PROBLEM REQUIREMENTS:
So that nothing is lost, transcribe each line of the records exactly.

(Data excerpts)
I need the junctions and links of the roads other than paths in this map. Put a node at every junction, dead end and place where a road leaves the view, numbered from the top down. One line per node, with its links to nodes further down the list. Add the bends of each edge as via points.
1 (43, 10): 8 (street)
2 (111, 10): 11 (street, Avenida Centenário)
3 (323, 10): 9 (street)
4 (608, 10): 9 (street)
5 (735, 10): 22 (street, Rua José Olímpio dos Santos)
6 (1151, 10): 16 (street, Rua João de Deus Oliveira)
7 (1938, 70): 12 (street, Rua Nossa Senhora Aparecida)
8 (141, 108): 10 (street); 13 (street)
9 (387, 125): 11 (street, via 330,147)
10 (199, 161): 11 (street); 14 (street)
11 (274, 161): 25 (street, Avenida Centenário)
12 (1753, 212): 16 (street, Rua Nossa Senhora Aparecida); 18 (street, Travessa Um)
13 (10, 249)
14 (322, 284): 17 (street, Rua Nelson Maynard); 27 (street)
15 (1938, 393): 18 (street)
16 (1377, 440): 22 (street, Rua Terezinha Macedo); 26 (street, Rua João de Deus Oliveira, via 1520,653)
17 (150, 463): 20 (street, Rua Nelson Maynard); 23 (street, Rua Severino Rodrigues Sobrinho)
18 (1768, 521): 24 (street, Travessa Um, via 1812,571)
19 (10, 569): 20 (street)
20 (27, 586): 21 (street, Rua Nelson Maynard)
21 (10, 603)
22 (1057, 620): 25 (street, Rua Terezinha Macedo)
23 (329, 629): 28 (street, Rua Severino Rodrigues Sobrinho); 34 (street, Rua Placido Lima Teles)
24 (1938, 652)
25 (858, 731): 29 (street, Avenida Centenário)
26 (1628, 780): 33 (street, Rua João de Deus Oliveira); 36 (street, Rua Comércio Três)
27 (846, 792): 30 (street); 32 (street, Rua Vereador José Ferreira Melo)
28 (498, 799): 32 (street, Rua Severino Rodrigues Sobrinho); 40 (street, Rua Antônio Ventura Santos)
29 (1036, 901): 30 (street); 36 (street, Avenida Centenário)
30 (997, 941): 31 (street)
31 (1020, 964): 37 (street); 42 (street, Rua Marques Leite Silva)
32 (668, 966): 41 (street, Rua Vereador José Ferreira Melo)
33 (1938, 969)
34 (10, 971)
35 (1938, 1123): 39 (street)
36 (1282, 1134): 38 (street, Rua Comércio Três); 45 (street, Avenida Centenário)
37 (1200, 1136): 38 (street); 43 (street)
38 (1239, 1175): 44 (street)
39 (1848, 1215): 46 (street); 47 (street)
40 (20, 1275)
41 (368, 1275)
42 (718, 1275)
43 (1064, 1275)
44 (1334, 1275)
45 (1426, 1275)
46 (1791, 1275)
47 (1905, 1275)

OUTPUT FOR THIS EXERCISE:
I need the junctions and links of the roads other than paths in this map. Put a node at every junction, dead end and place where a road leaves the view, numbered from the top down. One line per node, with its links to nodes further down the list. Add the bends of each edge as via points.
1 (43, 10): 8 (street)
2 (111, 10): 11 (street, Avenida Centenário)
3 (323, 10): 9 (street)
4 (608, 10): 9 (street)
5 (735, 10): 22 (street, Rua José Olímpio dos Santos)
6 (1151, 10): 16 (street, Rua João de Deus Oliveira)
7 (1938, 70): 12 (street, Rua Nossa Senhora Aparecida)
8 (141, 108): 10 (street); 13 (street)
9 (387, 125): 11 (street, via 330,147)
10 (199, 161): 11 (street); 14 (street)
11 (274, 161): 25 (street, Avenida Centenário)
12 (1753, 212): 16 (street, Rua Nossa Senhora Aparecida); 18 (street, Travessa Um)
13 (10, 249)
14 (322, 284): 17 (street, Rua Nelson Maynard); 27 (street)
15 (1938, 393): 18 (street)
16 (1377, 440): 22 (street, Rua Terezinha Macedo); 26 (street, Rua João de Deus Oliveira, via 1520,653)
17 (150, 463): 20 (street, Rua Nelson Maynard); 23 (street, Rua Severino Rodrigues Sobrinho)
18 (1768, 521): 24 (street, Travessa Um, via 1812,571)
19 (10, 569): 20 (street)
20 (27, 586): 21 (street, Rua Nelson Maynard)
21 (10, 603)
22 (1057, 620): 25 (street, Rua Terezinha Macedo)
23 (329, 629): 28 (street, Rua Severino Rodrigues Sobrinho); 34 (street, Rua Placido Lima Teles)
24 (1938, 652)
25 (858, 731): 29 (street, Avenida Centenário)
26 (1628, 780): 33 (street, Rua João de Deus Oliveira); 36 (street, Rua Comércio Três)
27 (846, 792): 30 (street); 32 (street, Rua Vereador José Ferreira Melo)
28 (498, 799): 32 (street, Rua Severino Rodrigues Sobrinho); 40 (street, Rua Antônio Ventura Santos)
29 (1036, 901): 30 (street); 36 (street, Avenida Centenário)
30 (997, 941): 31 (street)
31 (1020, 964): 37 (street); 42 (street, Rua Marques Leite Silva)
32 (668, 966): 41 (street, Rua Vereador José Ferreira Melo)
33 (1938, 969)
34 (10, 971)
35 (1938, 1123): 39 (street)
36 (1282, 1134): 38 (street, Rua Comércio Três); 45 (street, Avenida Centenário)
37 (1200, 1136): 38 (street); 43 (street)
38 (1239, 1175): 44 (street)
39 (1848, 1215): 46 (street); 47 (street)
40 (20, 1275)
41 (368, 1275)
42 (718, 1275)
43 (1064, 1275)
44 (1334, 1275)
45 (1426, 1275)
46 (1791, 1275)
47 (1905, 1275)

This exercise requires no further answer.